Supreme Court of Georgia
Nov 14, 1950
62 S.E.2d 153 (Ga. 1950)

Opinion

17284.

NOVEMBER 14, 1950.

Injunction. Before Judge Pratt. Gwinnett Superior Court. July 27, 1950.

A. G. Liles, J. Ray Merritt, and Wheeler, Robinson Thurmond, for plaintiffs in error.

McKenzie Kaler, contra.


1. The petition was sufficient to set forth a cause of action to enjoin the cutting of timber, and the trial court did not err in overruling the defendants' grounds of demurrer.

2. The exception is to a ruling on an interlocutory-injunction hearing — where the strict rules of evidence are not applicable — and the evidence objected to, even if improper, was not of such character as would require a reversal.

3. Where no exceptions pendente lite were filed to a ruling denying counsel for the defendants the right to place the petitioner, who was present in court and whose affidavit had been admitted in evidence, on the stand for cross-examination, an exception to such ruling contained in the bill of exceptions, presented more than twenty days after the date of the ruling complained of, comes too late and can not be considered.

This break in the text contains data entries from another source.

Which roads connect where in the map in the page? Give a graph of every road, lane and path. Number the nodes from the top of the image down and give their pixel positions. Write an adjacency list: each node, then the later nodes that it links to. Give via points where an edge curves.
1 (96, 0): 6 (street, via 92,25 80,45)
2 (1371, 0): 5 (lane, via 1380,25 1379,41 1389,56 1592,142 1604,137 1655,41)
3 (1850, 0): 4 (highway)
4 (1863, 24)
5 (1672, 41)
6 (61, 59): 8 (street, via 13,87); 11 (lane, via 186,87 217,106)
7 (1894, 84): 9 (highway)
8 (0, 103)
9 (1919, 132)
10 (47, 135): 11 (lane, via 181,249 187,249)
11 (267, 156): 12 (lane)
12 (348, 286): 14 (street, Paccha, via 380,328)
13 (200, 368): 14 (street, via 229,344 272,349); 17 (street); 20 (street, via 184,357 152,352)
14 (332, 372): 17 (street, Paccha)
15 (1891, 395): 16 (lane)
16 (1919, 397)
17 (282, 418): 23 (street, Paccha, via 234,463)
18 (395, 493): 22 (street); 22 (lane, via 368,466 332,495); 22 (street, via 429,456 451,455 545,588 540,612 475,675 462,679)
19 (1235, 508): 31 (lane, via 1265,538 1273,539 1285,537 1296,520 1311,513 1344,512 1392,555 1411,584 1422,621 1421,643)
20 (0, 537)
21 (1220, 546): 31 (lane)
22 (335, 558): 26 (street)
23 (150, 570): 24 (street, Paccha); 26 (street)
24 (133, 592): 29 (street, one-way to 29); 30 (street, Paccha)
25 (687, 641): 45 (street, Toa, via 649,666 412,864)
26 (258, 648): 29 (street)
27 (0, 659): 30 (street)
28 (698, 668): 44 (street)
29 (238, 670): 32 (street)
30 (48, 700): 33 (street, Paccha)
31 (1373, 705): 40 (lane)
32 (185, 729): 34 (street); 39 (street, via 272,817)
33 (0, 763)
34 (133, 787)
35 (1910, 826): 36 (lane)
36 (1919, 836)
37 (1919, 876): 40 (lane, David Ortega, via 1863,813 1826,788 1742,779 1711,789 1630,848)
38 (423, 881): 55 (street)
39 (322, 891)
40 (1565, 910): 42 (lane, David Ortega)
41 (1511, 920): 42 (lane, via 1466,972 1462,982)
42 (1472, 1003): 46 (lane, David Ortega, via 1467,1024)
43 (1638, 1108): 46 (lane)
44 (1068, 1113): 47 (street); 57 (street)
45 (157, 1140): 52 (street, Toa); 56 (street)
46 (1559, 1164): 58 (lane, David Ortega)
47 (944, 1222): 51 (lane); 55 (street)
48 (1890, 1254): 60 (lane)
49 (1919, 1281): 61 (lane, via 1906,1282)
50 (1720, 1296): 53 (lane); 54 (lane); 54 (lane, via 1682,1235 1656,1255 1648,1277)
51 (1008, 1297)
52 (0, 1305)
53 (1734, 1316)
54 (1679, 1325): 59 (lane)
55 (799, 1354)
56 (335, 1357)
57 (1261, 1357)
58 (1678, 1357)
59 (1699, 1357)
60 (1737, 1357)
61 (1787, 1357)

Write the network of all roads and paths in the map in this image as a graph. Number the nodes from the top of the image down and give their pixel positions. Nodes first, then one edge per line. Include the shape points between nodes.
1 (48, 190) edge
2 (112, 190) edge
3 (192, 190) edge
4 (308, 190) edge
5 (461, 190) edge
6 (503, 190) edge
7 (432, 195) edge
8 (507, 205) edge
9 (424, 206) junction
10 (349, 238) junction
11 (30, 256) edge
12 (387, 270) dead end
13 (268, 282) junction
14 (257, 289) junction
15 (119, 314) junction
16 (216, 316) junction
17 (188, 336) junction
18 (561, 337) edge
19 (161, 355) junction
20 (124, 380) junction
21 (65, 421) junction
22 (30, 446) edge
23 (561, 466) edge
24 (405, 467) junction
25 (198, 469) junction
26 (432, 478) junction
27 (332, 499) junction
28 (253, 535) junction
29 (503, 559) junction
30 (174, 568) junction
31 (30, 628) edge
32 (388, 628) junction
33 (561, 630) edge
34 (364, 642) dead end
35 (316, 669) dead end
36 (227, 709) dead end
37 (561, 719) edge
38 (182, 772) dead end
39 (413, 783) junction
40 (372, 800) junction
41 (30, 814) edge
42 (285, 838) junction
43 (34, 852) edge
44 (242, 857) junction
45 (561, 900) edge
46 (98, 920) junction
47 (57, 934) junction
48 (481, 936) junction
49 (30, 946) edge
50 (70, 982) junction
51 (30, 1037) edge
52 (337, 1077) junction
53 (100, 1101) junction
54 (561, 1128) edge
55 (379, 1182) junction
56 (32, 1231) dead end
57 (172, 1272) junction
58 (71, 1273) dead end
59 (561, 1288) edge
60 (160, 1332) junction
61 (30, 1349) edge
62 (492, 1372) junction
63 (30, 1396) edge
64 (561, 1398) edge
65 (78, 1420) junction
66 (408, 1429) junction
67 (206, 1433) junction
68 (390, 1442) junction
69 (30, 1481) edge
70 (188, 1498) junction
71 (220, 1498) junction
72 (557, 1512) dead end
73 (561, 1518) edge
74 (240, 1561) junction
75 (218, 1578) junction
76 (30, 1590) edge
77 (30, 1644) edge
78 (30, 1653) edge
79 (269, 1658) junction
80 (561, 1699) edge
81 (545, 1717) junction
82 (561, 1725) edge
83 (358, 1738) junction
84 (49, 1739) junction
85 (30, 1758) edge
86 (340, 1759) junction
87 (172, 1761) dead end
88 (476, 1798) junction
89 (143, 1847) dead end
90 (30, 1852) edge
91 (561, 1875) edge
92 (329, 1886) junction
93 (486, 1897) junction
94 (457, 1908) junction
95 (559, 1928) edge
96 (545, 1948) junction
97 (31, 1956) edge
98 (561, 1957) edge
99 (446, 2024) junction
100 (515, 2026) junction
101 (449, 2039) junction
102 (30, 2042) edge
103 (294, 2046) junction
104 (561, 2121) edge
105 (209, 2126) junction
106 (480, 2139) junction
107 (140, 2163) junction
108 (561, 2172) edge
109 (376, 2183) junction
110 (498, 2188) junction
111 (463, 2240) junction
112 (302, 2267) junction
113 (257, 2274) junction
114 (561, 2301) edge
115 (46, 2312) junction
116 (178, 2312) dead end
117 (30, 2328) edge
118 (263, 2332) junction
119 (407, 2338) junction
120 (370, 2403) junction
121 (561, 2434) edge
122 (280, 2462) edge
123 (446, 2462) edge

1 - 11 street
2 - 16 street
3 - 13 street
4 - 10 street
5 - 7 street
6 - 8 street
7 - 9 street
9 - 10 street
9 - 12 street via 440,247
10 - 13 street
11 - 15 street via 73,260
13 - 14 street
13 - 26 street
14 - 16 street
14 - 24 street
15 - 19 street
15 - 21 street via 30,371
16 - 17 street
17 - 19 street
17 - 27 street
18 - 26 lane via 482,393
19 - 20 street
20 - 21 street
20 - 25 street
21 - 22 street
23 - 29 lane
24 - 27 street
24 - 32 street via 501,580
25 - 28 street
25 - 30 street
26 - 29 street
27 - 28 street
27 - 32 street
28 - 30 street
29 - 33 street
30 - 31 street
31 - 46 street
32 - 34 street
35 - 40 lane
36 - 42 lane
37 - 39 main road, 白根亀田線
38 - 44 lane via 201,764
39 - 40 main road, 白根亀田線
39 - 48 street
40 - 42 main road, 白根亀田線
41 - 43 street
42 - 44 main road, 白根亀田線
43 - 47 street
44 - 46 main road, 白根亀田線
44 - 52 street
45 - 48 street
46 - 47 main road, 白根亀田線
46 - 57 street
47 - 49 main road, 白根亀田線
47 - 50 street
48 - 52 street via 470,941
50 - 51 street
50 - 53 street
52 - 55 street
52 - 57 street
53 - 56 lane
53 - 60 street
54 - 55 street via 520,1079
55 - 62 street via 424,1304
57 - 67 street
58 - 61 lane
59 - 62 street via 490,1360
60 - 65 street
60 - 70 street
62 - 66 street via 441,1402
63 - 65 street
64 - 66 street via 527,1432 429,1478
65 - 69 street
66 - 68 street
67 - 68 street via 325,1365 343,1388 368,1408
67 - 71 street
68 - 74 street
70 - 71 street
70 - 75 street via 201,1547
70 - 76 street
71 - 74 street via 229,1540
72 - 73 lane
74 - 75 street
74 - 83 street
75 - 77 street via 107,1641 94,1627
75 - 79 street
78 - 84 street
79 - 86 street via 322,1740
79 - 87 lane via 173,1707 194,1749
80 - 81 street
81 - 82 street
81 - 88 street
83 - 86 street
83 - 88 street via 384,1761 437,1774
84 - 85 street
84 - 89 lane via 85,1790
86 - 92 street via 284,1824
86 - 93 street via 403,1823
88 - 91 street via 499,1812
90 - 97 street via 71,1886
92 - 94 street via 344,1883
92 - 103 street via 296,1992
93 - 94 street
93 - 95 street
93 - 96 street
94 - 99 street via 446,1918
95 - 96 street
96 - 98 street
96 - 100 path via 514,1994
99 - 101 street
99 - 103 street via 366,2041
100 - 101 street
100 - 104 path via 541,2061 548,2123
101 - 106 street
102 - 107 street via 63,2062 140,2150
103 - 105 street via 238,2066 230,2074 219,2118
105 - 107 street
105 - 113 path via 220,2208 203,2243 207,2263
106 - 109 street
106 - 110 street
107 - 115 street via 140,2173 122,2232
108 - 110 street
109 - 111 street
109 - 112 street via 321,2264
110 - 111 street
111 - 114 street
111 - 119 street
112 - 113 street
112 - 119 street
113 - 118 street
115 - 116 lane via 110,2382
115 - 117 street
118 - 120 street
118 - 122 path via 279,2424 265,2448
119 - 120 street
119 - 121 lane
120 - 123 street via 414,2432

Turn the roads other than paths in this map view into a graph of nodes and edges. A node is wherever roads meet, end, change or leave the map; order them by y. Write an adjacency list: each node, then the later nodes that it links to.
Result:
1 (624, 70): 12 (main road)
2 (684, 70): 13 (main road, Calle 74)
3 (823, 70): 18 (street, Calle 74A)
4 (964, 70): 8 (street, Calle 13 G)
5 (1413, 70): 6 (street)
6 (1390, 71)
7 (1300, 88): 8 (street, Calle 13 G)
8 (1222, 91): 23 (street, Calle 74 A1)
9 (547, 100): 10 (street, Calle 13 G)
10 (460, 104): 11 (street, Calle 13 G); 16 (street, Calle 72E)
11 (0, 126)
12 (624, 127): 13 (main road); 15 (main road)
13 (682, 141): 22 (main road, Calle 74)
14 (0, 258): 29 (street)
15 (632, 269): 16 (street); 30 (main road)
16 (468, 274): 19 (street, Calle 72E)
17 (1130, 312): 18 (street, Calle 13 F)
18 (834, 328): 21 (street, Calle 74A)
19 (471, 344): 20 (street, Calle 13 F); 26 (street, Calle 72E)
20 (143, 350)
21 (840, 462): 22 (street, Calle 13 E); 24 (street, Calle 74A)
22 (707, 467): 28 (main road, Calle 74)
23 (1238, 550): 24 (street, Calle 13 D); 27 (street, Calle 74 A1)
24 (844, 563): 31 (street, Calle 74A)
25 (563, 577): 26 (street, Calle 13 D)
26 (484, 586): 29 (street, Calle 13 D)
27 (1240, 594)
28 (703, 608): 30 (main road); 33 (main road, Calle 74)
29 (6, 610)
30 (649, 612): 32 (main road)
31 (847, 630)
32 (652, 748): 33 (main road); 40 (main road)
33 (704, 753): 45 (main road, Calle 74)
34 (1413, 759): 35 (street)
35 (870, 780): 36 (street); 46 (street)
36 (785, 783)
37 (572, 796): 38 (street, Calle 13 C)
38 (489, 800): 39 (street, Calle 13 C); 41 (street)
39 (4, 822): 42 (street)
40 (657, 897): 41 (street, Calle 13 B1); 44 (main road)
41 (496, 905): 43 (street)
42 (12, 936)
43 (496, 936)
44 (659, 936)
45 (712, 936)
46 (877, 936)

4. The trial court did not abuse its discretion in granting an interlocutory injunction.

No. 17284. NOVEMBER 14, 1950.


Dr. W. Frank Moore, for himself and one Wolfong Varo, filed in Gwinnett Superior Court, against Rowe Pugh and Jack Pugh, an equitable petition, praying that the petitioner recover of the defendants the value of timber alleged to have been cut, and that the defendants be temporarily restrained and permanently enjoined from further cutting timber.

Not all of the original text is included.